Many beliefs exist, but do they have evidence to back them up? Once thoroughly examined, Christianity remains the most verifiable faith—one that is not simply based on subjective experience or opinion. The Christian religion is based on thousands of ancient historical manuscripts and archaeological finds confirming Biblical records. In addition to physical evidence, there are millions of lives dramatically changed from faith in Jesus Christ.  There is the apostles’ personal eye-witness accounts of seeing the Resurrected Christ, and their testimonies have been shown to be reliable. This handful of people were used by God to eventually convert the entire Roman empire to the Christian faith. This is no coincidence… this is truth! All these facts together put the Christian faith in a category of its own: it’s evidentially-based. There are many good reasons to believe.

Some think that apologetics is used to gain the world’s acceptance and is a form of compromise. Apologetics is used to gain the world’s acceptance? I don’t think so. Instead, apologetics is used to correct falsities that discredit the truth of the Bible and what the Scriptures proclaim.
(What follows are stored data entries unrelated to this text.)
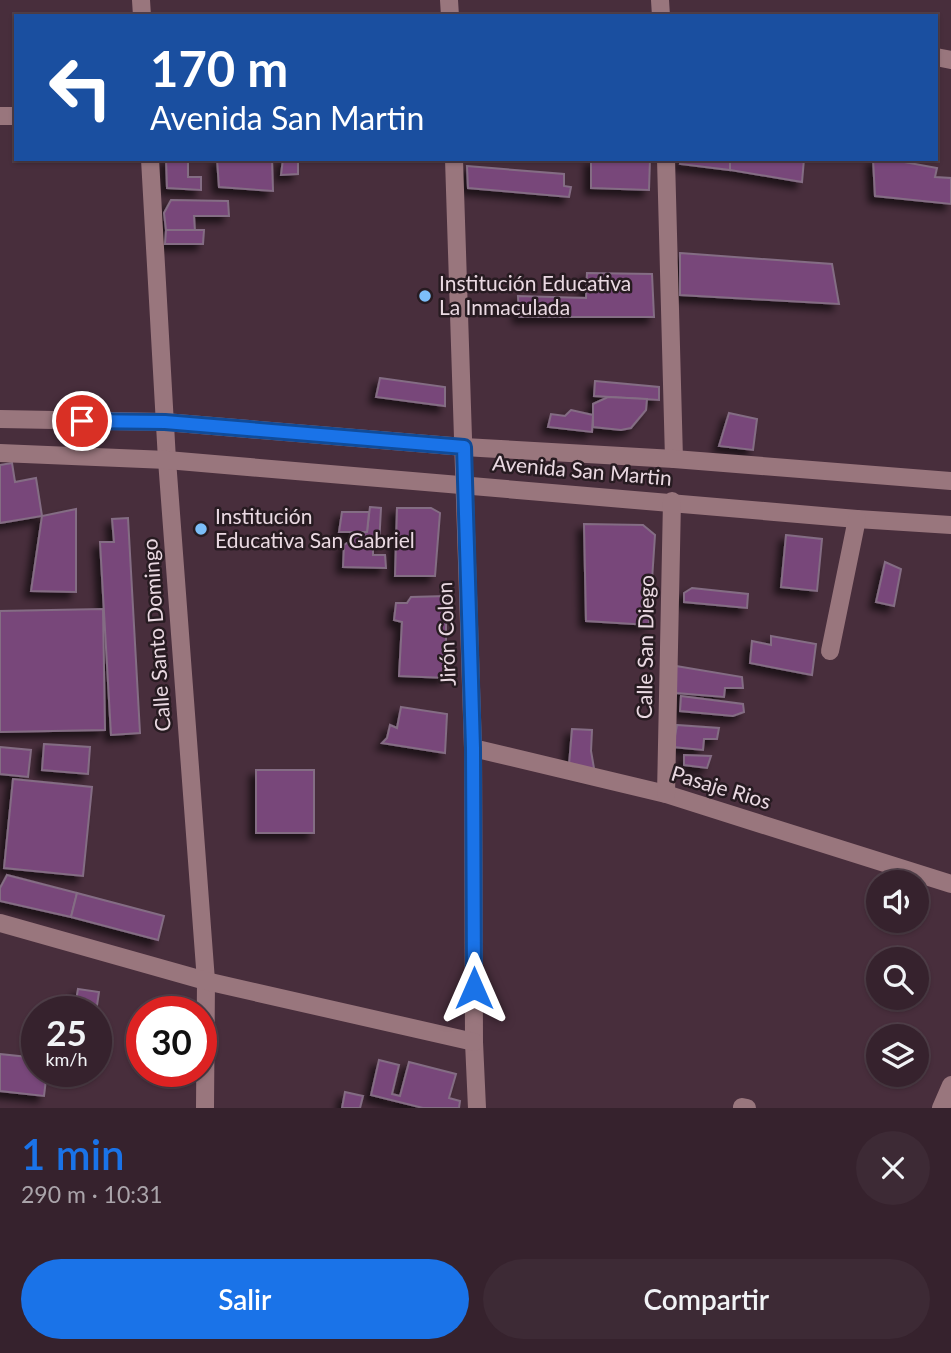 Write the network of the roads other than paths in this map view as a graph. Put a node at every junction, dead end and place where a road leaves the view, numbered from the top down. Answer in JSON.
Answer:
{"nodes":[{"id":1,"x":150,"y":161,"type":"edge"},
{"id":2,"x":454,"y":161,"type":"edge"},
{"id":3,"x":666,"y":161,"type":"edge"},
{"id":4,"x":0,"y":419,"type":"edge"},
{"id":5,"x":165,"y":422,"type":"junction"},
{"id":6,"x":464,"y":447,"type":"junction"},
{"id":7,"x":0,"y":453,"type":"edge"},
{"id":8,"x":674,"y":459,"type":"junction"},
{"id":9,"x":167,"y":460,"type":"junction"},
{"id":10,"x":951,"y":481,"type":"edge"},
{"id":11,"x":466,"y":484,"type":"junction"},
{"id":12,"x":672,"y":501,"type":"junction"},
{"id":13,"x":857,"y":519,"type":"junction"},
{"id":14,"x":951,"y":524,"type":"edge"},
{"id":15,"x":830,"y":651,"type":"dead end"},
{"id":16,"x":473,"y":748,"type":"junction"},
{"id":17,"x":666,"y":794,"type":"junction"},
{"id":18,"x":951,"y":884,"type":"edge"},
{"id":19,"x":0,"y":923,"type":"edge"},
{"id":20,"x":206,"y":981,"type":"junction"},
{"id":21,"x":474,"y":1042,"type":"junction"},
{"id":22,"x":951,"y":1085,"type":"edge"},
{"id":23,"x":205,"y":1108,"type":"edge"},
{"id":24,"x":477,"y":1108,"type":"edge"},
{"id":25,"x":941,"y":1108,"type":"edge"}],
"edges":[{"from":1,"to":5,"type":"street","name":"Calle Santo Domingo"},
{"from":2,"to":6,"type":"street","name":"Jirón Colon"},
{"from":3,"to":8,"type":"street"},
{"from":4,"to":5,"type":"street","name":"Avenida San Martin"},
{"from":5,"to":6,"type":"street","name":"Avenida San Martin"},
{"from":5,"to":9,"type":"street","name":"Calle Santo Domingo"},
{"from":6,"to":8,"type":"street","name":"Avenida San Martin"},
{"from":6,"to":11,"type":"street","name":"Jirón Colon"},
{"from":7,"to":9,"type":"street","name":"Avenida San Martin"},
{"from":8,"to":10,"type":"street","name":"Avenida San Martin"},
{"from":9,"to":11,"type":"street","name":"Avenida San Martin"},
{"from":9,"to":20,"type":"street","name":"Calle Santo Domingo"},
{"from":11,"to":12,"type":"street","name":"Avenida San Martin"},
{"from":11,"to":16,"type":"street","name":"Jirón Colon"},
{"from":12,"to":13,"type":"street","name":"Avenida San Martin"},
{"from":12,"to":17,"type":"street","name":"Calle San Diego"},
{"from":13,"to":14,"type":"street","name":"Avenida San Martin"},
{"from":13,"to":15,"type":"street"},
{"from":16,"to":17,"type":"street","name":"Pasaje Rios"},
{"from":16,"to":21,"type":"street","name":"Jirón Colon"},
{"from":17,"to":18,"type":"street","name":"Pasaje Rios"},
{"from":19,"to":20,"type":"street"},
{"from":20,"to":21,"type":"street"},
{"from":20,"to":23,"type":"street","name":"Calle Santo Domingo"},
{"from":21,"to":24,"type":"street","name":"Jirón Colon"},
{"from":22,"to":25,"type":"street"}]}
When shown the reasons to believe in the God of the Bible, if a person still vehemently rejects the evidence, there is usually an emotional reason behind it. It could be basic rebellion, as some people hate God’s authority. It could be that they are sinning and want to continue. It could be that they were hurt by the Church or another Christian. Perhaps someone continues rejection of God because a prayer wasn’t answered in the way hoped. There is also a great cultural distrust of authority because, from government to educational institutions and the Church, authority has been abused at times and left a path of pain in its wake. That is an area that we, as the Body of Christ, should continue to work on, giving everyone lots of grace along the way because the Church is full of Christians who make mistakes. The key is to allow God to heal the wounded souls, and ask for forgiveness.

Apologetics is not an area of theology attempting to make God’s Word appeal to the standards set by hostile men. Apologetics is simply providing good reasons for curious questions about Christianity, discussing theodicies (reasons for why God allows evil), and correcting false assumptions about the faith. Apologetics has been going on since Paul’s day, and it should continue until our Lord returns.